Our Rating: 3 out of 5
Reviewer: Charity Bishop
I have never tried to read this epic tome, considered by many to be the classic American novels -- and the bane of college students everywhere. But the themes of man vs. nature, and man vs. God, come through magnificently in this surprisingly stirring miniseries.
Some things in life you let go, and some things you hold on to. Revenge is one of those things, and is heavily on the mind of Captain Ahab (William Hurt), the captain of a whaling ship that lost his leg to a great white wale named Moby Dick. While his ship is in the dock undergoing extensive repairs after the near-fatal encounter with the angry sperm whale, Ahab is intent on returning to the sea and hunting down the whale that cost him so much.
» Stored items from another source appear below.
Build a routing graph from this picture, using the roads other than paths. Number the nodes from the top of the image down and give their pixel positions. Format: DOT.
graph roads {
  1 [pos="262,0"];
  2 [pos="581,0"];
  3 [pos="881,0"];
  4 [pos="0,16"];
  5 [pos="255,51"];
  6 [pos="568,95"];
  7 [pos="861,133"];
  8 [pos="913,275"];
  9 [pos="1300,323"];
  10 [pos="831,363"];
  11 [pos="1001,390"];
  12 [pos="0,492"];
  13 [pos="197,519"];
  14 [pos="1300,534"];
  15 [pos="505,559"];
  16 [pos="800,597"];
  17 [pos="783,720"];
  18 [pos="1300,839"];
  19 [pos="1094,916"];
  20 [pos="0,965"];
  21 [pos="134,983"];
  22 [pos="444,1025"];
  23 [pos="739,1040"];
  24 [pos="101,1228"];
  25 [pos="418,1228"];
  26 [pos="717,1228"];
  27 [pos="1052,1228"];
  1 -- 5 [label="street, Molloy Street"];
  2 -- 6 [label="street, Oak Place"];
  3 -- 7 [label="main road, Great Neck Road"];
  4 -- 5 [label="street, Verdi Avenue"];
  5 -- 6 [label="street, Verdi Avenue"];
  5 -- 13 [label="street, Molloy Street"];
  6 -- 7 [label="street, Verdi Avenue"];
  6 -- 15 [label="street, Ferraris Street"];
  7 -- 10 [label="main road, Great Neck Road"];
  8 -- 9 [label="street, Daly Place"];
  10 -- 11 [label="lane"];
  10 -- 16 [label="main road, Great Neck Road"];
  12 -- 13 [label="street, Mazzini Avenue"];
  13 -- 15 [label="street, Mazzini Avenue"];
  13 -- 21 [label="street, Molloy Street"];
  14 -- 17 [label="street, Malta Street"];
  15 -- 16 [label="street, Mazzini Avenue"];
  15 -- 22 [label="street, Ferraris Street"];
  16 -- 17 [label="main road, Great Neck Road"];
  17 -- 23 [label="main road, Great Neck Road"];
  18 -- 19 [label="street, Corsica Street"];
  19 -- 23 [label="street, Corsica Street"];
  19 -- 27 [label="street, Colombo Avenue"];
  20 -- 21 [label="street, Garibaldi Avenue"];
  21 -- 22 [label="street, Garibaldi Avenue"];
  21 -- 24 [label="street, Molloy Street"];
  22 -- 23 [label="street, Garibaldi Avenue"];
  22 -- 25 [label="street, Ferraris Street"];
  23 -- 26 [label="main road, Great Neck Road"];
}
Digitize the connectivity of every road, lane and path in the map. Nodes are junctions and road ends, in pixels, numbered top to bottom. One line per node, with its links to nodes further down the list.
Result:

His wife Elizabeth (Gillian Anderson) fears that this may cost him his soul, since her repeated appeals for him to forsake this madness and return to the church are ignored. Since he is intent on sailing once more, his first officer Starbuck (Ethan Hawke) is determined to find him the finest crew available... and that includes first-time whaler Ishmael (Charlie Cox). An ambitious and eager young man who has formed and unlikely friendship with a "noble savage" named Queequeg (Raoul Trujillo), he has no notion of what he is in for.
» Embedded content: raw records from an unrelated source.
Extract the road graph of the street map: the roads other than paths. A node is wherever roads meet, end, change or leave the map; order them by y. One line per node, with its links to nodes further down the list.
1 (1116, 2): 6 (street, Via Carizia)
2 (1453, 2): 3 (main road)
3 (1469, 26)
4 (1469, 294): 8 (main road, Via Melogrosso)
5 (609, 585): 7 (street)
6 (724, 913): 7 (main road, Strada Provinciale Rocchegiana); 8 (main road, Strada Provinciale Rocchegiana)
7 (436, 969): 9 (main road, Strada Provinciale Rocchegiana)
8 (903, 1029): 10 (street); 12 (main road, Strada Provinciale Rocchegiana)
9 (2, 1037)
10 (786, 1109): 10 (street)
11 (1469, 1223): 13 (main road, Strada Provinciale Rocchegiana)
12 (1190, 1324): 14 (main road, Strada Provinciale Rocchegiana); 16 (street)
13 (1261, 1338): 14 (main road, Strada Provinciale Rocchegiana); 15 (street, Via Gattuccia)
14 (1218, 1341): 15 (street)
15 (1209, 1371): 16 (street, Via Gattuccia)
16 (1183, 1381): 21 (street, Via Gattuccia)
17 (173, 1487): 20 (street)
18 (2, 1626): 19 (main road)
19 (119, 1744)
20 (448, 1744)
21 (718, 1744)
The crew assumes this is to be just another voyage, little realizing that their captain is so intent on revenge that his demented pursuit of revenge will carry them to the ends of the sea and possibly into the watery depths, where looms the sinister shadow of Moby Dick.
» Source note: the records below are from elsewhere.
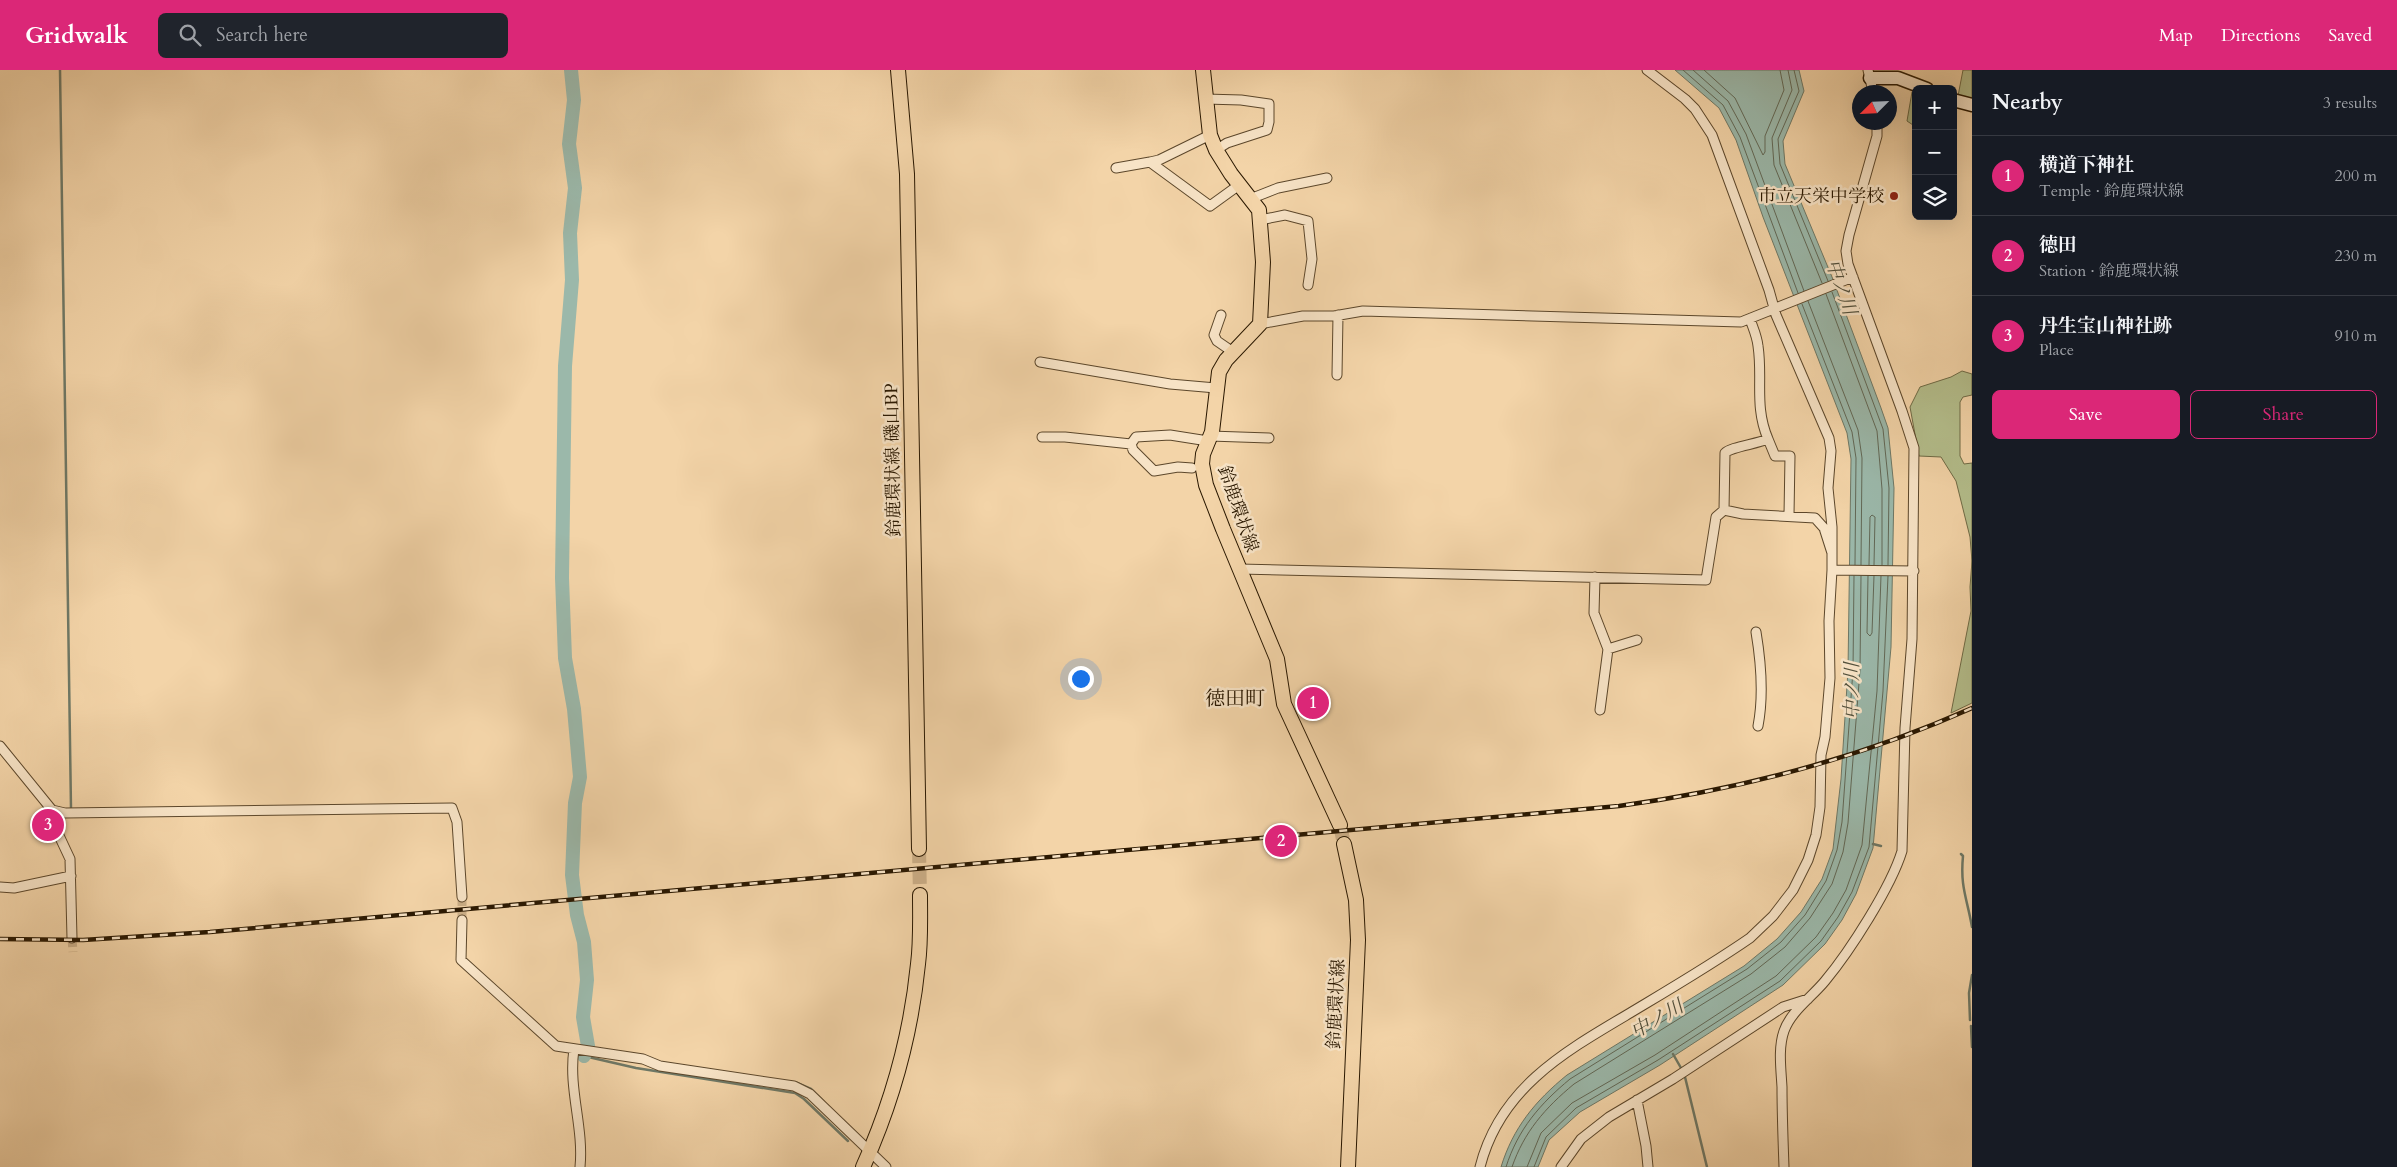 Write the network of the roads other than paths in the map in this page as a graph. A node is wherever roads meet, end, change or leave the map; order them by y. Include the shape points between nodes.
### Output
1 (898, 70) edge
2 (1203, 70) edge
3 (1647, 70) edge
4 (1869, 74) edge
5 (1917, 85) edge
6 (1206, 99) junction
7 (1957, 101) edge
8 (1972, 105) edge
9 (1877, 130) edge
10 (1210, 134) junction
11 (1216, 150) junction
12 (1150, 162) junction
13 (1116, 168) dead end
14 (1327, 178) dead end
15 (1239, 185) junction
16 (1250, 199) junction
17 (1260, 220) junction
18 (1853, 277) junction
19 (1308, 285) dead end
20 (1776, 307) junction
21 (1221, 315) dead end
22 (1338, 315) junction
23 (1750, 319) junction
24 (1260, 324) junction
25 (1233, 352) junction
26 (1040, 362) dead end
27 (1337, 375) dead end
28 (1216, 388) junction
29 (1042, 437) dead end
30 (1209, 438) junction
31 (1269, 438) dead end
32 (1768, 439) junction
33 (1131, 444) junction
34 (1192, 468) dead end
35 (1724, 510) junction
36 (1789, 515) junction
37 (1832, 553) junction
38 (1239, 569) junction
39 (1833, 570) junction
40 (1914, 571) junction
41 (1594, 577) junction
42 (1756, 632) dead end
43 (1637, 640) dead end
44 (1608, 649) junction
45 (1600, 710) dead end
46 (1758, 726) dead end
47 (0, 746) edge
48 (52, 810) junction
49 (1340, 825) tunnel mouth
50 (1344, 844) tunnel mouth
51 (919, 849) tunnel mouth
52 (71, 876) junction
53 (0, 887) edge
54 (920, 895) tunnel mouth
55 (462, 897) tunnel mouth
56 (462, 920) tunnel mouth
57 (72, 938) tunnel mouth
58 (1809, 998) junction
59 (575, 1049) junction
60 (1637, 1100) junction
61 (870, 1152) junction
62 (580, 1167) edge
63 (863, 1167) edge
64 (886, 1167) edge
65 (1348, 1167) edge
66 (1480, 1167) edge
67 (1561, 1167) edge
68 (1648, 1167) edge
69 (1784, 1167) edge

1 - 51 main road, 鈴鹿環状線 磯山BP via 907,174
2 - 6 main road
3 - 20 street via 1685,99 1712,135
4 - 5 street via 1898,78
6 - 10 main road
6 - 11 street via 1269,104 1267,130 1227,143
7 - 8 street
9 - 18 street via 1847,242 1848,264
10 - 11 main road
10 - 12 street
11 - 15 main road
12 - 13 street
12 - 15 street via 1210,206
14 - 16 street via 1278,188
15 - 16 main road
16 - 17 main road via 1259,210
17 - 19 street via 1285,215 1308,221 1312,259
17 - 24 main road via 1263,262
18 - 20 street
18 - 40 street via 1914,448
20 - 23 street
20 - 37 street via 1776,315 1829,438
21 - 25 street via 1214,335
22 - 23 street via 1363,311 1741,322
22 - 24 street via 1303,316
22 - 27 street
23 - 32 street via 1758,348 1758,406
24 - 25 main road, 鈴鹿環状線
25 - 28 main road, 鈴鹿環状線 via 1219,372
26 - 28 street via 1170,384
28 - 30 main road, 鈴鹿環状線 via 1215,414
29 - 33 street
30 - 31 street
30 - 33 street via 1158,435 1136,437
30 - 38 main road, 鈴鹿環状線 via 1202,464 1206,485
32 - 35 street via 1731,448 1725,453
32 - 36 street via 1774,456 1790,456
33 - 34 street via 1132,450 1154,471
35 - 36 street via 1743,514
35 - 41 street via 1716,517 1706,580
36 - 37 street via 1820,520
37 - 39 street
38 - 41 street
38 - 49 main road, 鈴鹿環状線 via 1277,659 1284,704
39 - 40 street
39 - 66 street via 1829,621 1830,678 1821,756 1820,807 1810,854 1793,890 1773,916 1743,943 1547,1065 1508,1106 1486,1146
40 - 58 street via 1902,851 1898,866 1865,922
41 - 44 street via 1594,613
42 - 46 street via 1761,661
43 - 44 street
44 - 45 street
47 - 48 street
48 - 52 street via 55,826 70,859
48 - 55 street via 65,813 452,808 457,822
50 - 65 main road, 鈴鹿環状線 via 1356,900 1358,940
52 - 53 street via 14,888
52 - 57 street
54 - 61 main road via 919,962 912,1012 881,1127
56 - 59 street via 461,960 556,1046
58 - 60 street via 1784,1008
58 - 69 street via 1790,1018 1781,1040
59 - 61 street via 643,1059 660,1066 794,1086 810,1094
59 - 62 street via 572,1084 579,1124
60 - 67 street via 1581,1139
60 - 68 street
61 - 63 main road
61 - 64 street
One of the strengths in this adaptation that stands it out from the others is its female presence in the first half. The introduction of Ahab's wife and her interaction with him prior to this voyage provides a poignant, ominous tone to all that follows. The miniseries has a certain sense of humor, which is surprising, but also contains some lovely scenes between various characters as friendships develop and deepen. The characters are all memorable in some sense and we find ourselves torn between the loyalty Starbuck has for his captain and his own concerns about pursuing revenge. Christianity features prominently not only in the names and symbolism (there is even a prophet in the village named Elijah who warns Ahab that this journey will cost him his life) but also in the lives of certain characters. The night before their departure, the entire crew attends a church service in which the pastor (Donald Sutherland) speaks on the topic of Jonah and the whale. Starbuck has a reputation for his devotion to God and scripture, and usually is the voice of reason. Paganism is present as well, between minor members of the crew, and Captain Ahab buys into the crew's superstition by encouraging them to use native "magic" on the harpoons.
I was impressed with the authenticity of the costumes and scenes at sea, even if the CGI for Moby Dick is completely unrealistic. That kind of taints the overall experience and lessens its effectiveness (much better would have never been seeing him underwater) but overall it's a great miniseries, without too many problematic elements. Our introduction to Queequeg is him entering a room at the inn under the assumption that he is alone -- in the nude. It's so dark in the room that his bare backside is mostly obscured with shadows. There is a fair amount of swearing (minor profanities only) and a couple muffled uses of GD. Ahab mocks the fact that Starbuck has "Jesus Christ as a personal friend," but His name is never used as a profanity. An argument between a crewman and an officer escalates to a sanctioned fist fight in which they pummel one another, and then one bashes the other's head repeatedly against a hard surface. The captain allows it to continue for a time and then orders them to stop.
On two occasions, the crew is seen whaling -- chasing after and harpooning whales (we see the harpoons go in, and hear the whale's distress); ultimately, the animal wearies and is killed, then sliced up and boiled down to make oil (most of this is non-graphic). But these expeditions lead to grave loss of life -- whales dive and drag down small crafts with them, drowning the occupants; they upturn boats and throw the occupants into the sea; Moby Dick rams a ship and splinters it in half; many deaths occur but they are not particularly explicit in their depiction -- men simply vanish into the water and never come up again. The undercurrent of the story is Ahab's struggle against Moby Dick, and his struggle against God. It's an interesting religious study presented by a group of magnificent actors and far less difficult to wade through than the original book.